The team scampers into the conference room, planting themselves on various beanbags.

“We’re all yours, Bob,” Dumper says, smiling.

Coffen launches Scroo Dat Pooch. What makes this tricky is the possibility, nay, the probability that Dumper won’t much care about the game’s feel, the game’s overall look. It’s conceivable that he won’t be concerned with such analytical components once he observes that Malcolm Dumper himself is the main character of the game, the head honcho of pooch screwing.

Bob has used a JPEG of Dumper’s face to build the avatar, so the likeness is top-notch. It’s almost a perfect match. And if Bob is too biased to make any objective observations about the facial likeness, as the test level launches, all of his teammates crack up and clap. Everybody in the conference room, except Dumper, is hysterical and nothing’s even happened yet.

All that’s on the screen is Dumper in his signature Gretzky sweater, #99.

All that’s up there is Dumper and his big, thick tongue lolling stupidly from his mouth.

All that’s there is Malcolm Dumper licking his filthy, bestiality-loving chops.

Kiss’s “Rock and Roll All Nite” starts playing in the game.
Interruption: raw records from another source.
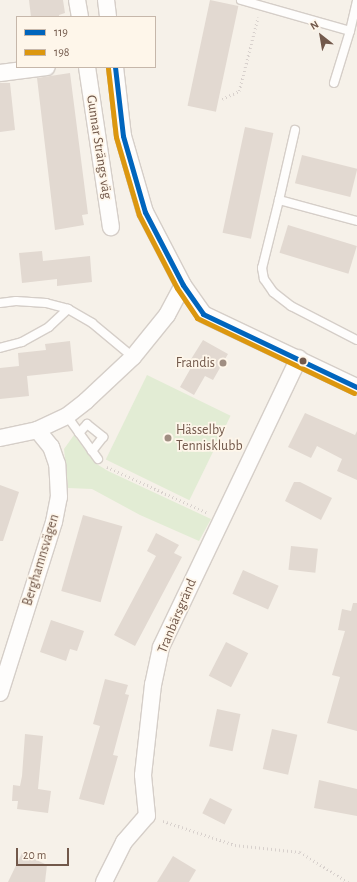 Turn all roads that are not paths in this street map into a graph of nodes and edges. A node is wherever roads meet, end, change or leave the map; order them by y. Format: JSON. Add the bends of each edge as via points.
{"nodes":[{"id":1,"x":77,"y":0,"type":"edge"},
{"id":2,"x":106,"y":0,"type":"edge"},
{"id":3,"x":241,"y":0,"type":"edge"},
{"id":4,"x":357,"y":1,"type":"edge"},
{"id":5,"x":80,"y":16,"type":"edge"},
{"id":6,"x":108,"y":16,"type":"edge"},
{"id":7,"x":350,"y":31,"type":"junction"},
{"id":8,"x":39,"y":68,"type":"edge"},
{"id":9,"x":87,"y":68,"type":"edge"},
{"id":10,"x":115,"y":68,"type":"edge"},
{"id":11,"x":0,"y":73,"type":"edge"},
{"id":12,"x":334,"y":83,"type":"dead end"},
{"id":13,"x":295,"y":130,"type":"dead end"},
{"id":14,"x":279,"y":200,"type":"junction"},
{"id":15,"x":357,"y":221,"type":"edge"},
{"id":16,"x":111,"y":227,"type":"dead end"},
{"id":17,"x":183,"y":285,"type":"junction"},
{"id":18,"x":0,"y":303,"type":"edge"},
{"id":19,"x":68,"y":309,"type":"junction"},
{"id":20,"x":357,"y":340,"type":"edge"},
{"id":21,"x":0,"y":348,"type":"edge"},
{"id":22,"x":132,"y":358,"type":"junction"},
{"id":23,"x":299,"y":358,"type":"junction"},
{"id":24,"x":357,"y":386,"type":"edge"},
{"id":25,"x":67,"y":416,"type":"junction"},
{"id":26,"x":37,"y":430,"type":"junction"},
{"id":27,"x":79,"y":433,"type":"junction"},
{"id":28,"x":0,"y":438,"type":"edge"},
{"id":29,"x":92,"y":451,"type":"junction"},
{"id":30,"x":98,"y":460,"type":"dead end"},
{"id":31,"x":0,"y":693,"type":"edge"},
{"id":32,"x":104,"y":882,"type":"edge"}],
"edges":[{"from":1,"to":5,"type":"street"},
{"from":2,"to":6,"type":"street"},
{"from":3,"to":7,"type":"lane"},
{"from":4,"to":7,"type":"lane"},
{"from":7,"to":12,"type":"lane"},
{"from":8,"to":11,"type":"street"},
{"from":9,"to":16,"type":"street","name":"Gunnar Strängs väg"},
{"from":10,"to":17,"type":"street","via":[[124,136],[146,212]]},
{"from":13,"to":14,"type":"lane"},
{"from":14,"to":15,"type":"lane"},
{"from":14,"to":20,"type":"lane","via":[[262,268],[264,279],[272,292],[291,306]]},
{"from":17,"to":22,"type":"street","via":[[167,315]]},
{"from":17,"to":23,"type":"street","via":[[203,314]]},
{"from":18,"to":19,"type":"lane","via":[[46,303]]},
{"from":19,"to":21,"type":"lane","via":[[49,327],[22,342]]},
{"from":19,"to":22,"type":"lane","via":[[92,323]]},
{"from":22,"to":25,"type":"street"},
{"from":23,"to":24,"type":"street"},
{"from":23,"to":32,"type":"street","name":"Tranbärsgränd","via":[[161,647],[153,684],[144,776],[147,816],[124,842]]},
{"from":25,"to":26,"type":"street"},
{"from":25,"to":27,"type":"lane"},
{"from":26,"to":28,"type":"street"},
{"from":26,"to":31,"type":"street","name":"Berghamnsvägen","via":[[51,447],[57,464],[59,497],[54,522]]},
{"from":27,"to":29,"type":"lane"},
{"from":27,"to":29,"type":"lane","via":[[87,424],[103,437]]},
{"from":29,"to":30,"type":"lane"}]}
All Bob’s teammates tap their feet.

The mouth-breather says, “Awesome!”

Coffen is the only one standing in the conference room. His movements control the avatar. He now marches in place, his movements moving the Malcolm in the game. It’s an empty cityscape. Malcolm prowling the barren street. Then, over behind some dented garbage cans, he spots a collie. It’s looking generally frightened. Coffen’s even incorporated some audio: a sad, furtive series of whimpers and whines coming from the collie.

Coffen runs in place, quickly moving Malcolm toward the crying dog. Malcolm leans down and pets the mutt, strokes its head. A voice comes from the game, Malcolm saying, “There, there. There, there. Shhh. Hey, do you like to party?”

The collie turns its head to look at whoever is playing the game. The dog’s eyes bulge, seeming to say: Did this creep just say what I think he said?

Seconds later on the screen, Malcolm is undoing his belt and dropping his trousers.

Seconds later, he picks up the collie and mounts the poor thing.

Bob furiously pumps his hips in the conference room.